= TASK OBJECTIVE =
Your output should reproduce each entry exactly, with none of its pictures.

= DATA FOR PROCESSING =

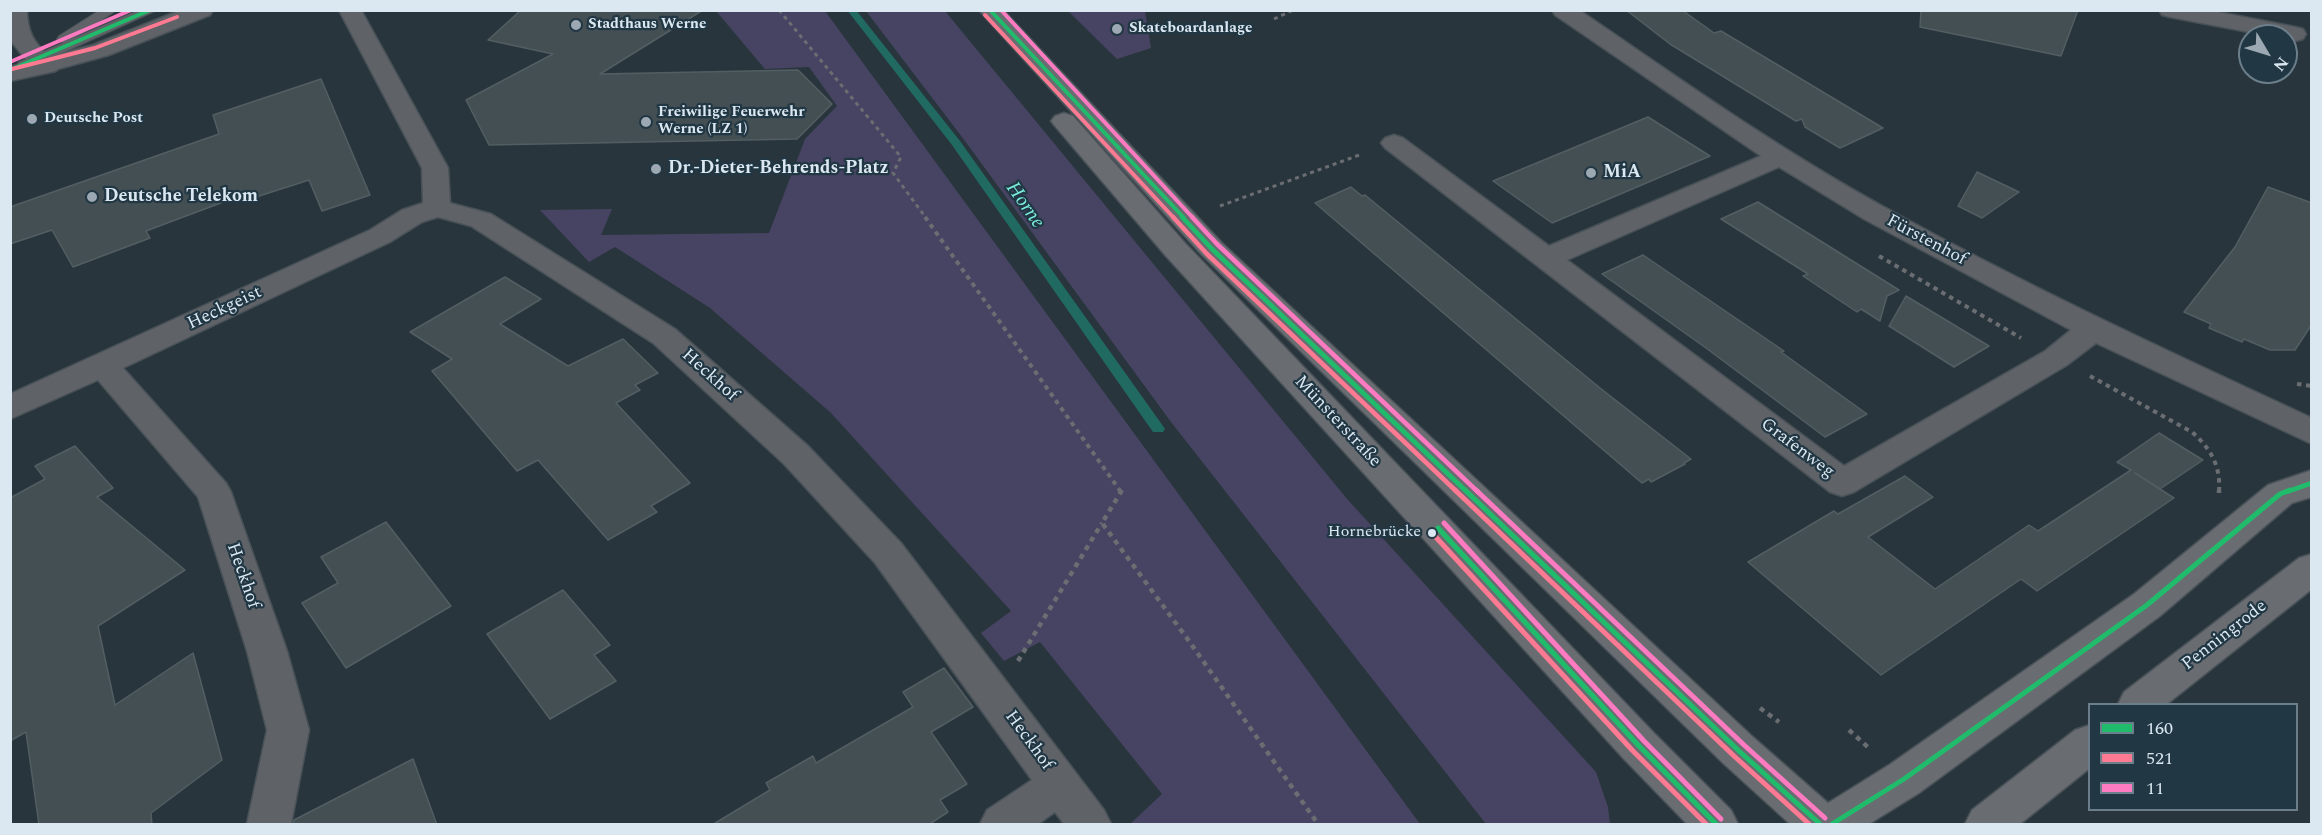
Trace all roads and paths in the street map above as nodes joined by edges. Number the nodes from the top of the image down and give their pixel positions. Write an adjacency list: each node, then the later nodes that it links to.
1 (16, 10): 15 (street)
2 (111, 10): 15 (lane)
3 (151, 10): 15 (lane)
4 (174, 10): 15 (street)
5 (202, 10): 15 (street)
6 (350, 10): 21 (street)
7 (779, 10): 28 (path)
8 (968, 10): 38 (main road, Münsterstraße)
9 (990, 10): 39 (main road, Münsterstraße)
10 (1293, 10): 13 (path)
11 (2170, 10): 14 (street)
12 (1568, 11): 19 (street, Fürstenhof)
13 (1274, 18)
14 (2243, 24)
15 (44, 58): 16 (street); 17 (street)
16 (10, 62)
17 (10, 72)
18 (1394, 143): 20 (path); 22 (street, Grafenweg)
19 (1780, 157): 22 (street); 23 (street, Fürstenhof)
20 (1216, 207)
21 (437, 208): 24 (street, Heckgeist); 30 (street, Heckhof)
22 (1547, 258): 23 (street, Grafenweg)
23 (2092, 329): 26 (street, Fürstenhof)
24 (104, 366): 25 (street, Heckgeist); 34 (street, Heckhof)
25 (10, 408)
26 (2312, 432)
27 (2312, 483): 40 (main road)
28 (1102, 523): 30 (path); 37 (path)
29 (2312, 568): 31 (main road, Penningrode)
30 (996, 696): 33 (street, Heckhof)
31 (2141, 703)
32 (2088, 745): 41 (main road)
33 (1060, 785): 35 (street, Heckhof); 36 (street, Heckhof)
34 (269, 825)
35 (1002, 825)
36 (1089, 825)
37 (1318, 825)
38 (1716, 825)
39 (1820, 825)
40 (1832, 825)
41 (1987, 825)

= SOLUTION BELOW =
Trace all roads and paths in the street map above as nodes joined by edges. Number the nodes from the top of the image down and give their pixel positions. Write an adjacency list: each node, then the later nodes that it links to.
1 (16, 10): 15 (street)
2 (111, 10): 15 (lane)
3 (151, 10): 15 (lane)
4 (174, 10): 15 (street)
5 (202, 10): 15 (street)
6 (350, 10): 21 (street)
7 (779, 10): 28 (path)
8 (968, 10): 38 (main road, Münsterstraße)
9 (990, 10): 39 (main road, Münsterstraße)
10 (1293, 10): 13 (path)
11 (2170, 10): 14 (street)
12 (1568, 11): 19 (street, Fürstenhof)
13 (1274, 18)
14 (2243, 24)
15 (44, 58): 16 (street); 17 (street)
16 (10, 62)
17 (10, 72)
18 (1394, 143): 20 (path); 22 (street, Grafenweg)
19 (1780, 157): 22 (street); 23 (street, Fürstenhof)
20 (1216, 207)
21 (437, 208): 24 (street, Heckgeist); 30 (street, Heckhof)
22 (1547, 258): 23 (street, Grafenweg)
23 (2092, 329): 26 (street, Fürstenhof)
24 (104, 366): 25 (street, Heckgeist); 34 (street, Heckhof)
25 (10, 408)
26 (2312, 432)
27 (2312, 483): 40 (main road)
28 (1102, 523): 30 (path); 37 (path)
29 (2312, 568): 31 (main road, Penningrode)
30 (996, 696): 33 (street, Heckhof)
31 (2141, 703)
32 (2088, 745): 41 (main road)
33 (1060, 785): 35 (street, Heckhof); 36 (street, Heckhof)
34 (269, 825)
35 (1002, 825)
36 (1089, 825)
37 (1318, 825)
38 (1716, 825)
39 (1820, 825)
40 (1832, 825)
41 (1987, 825)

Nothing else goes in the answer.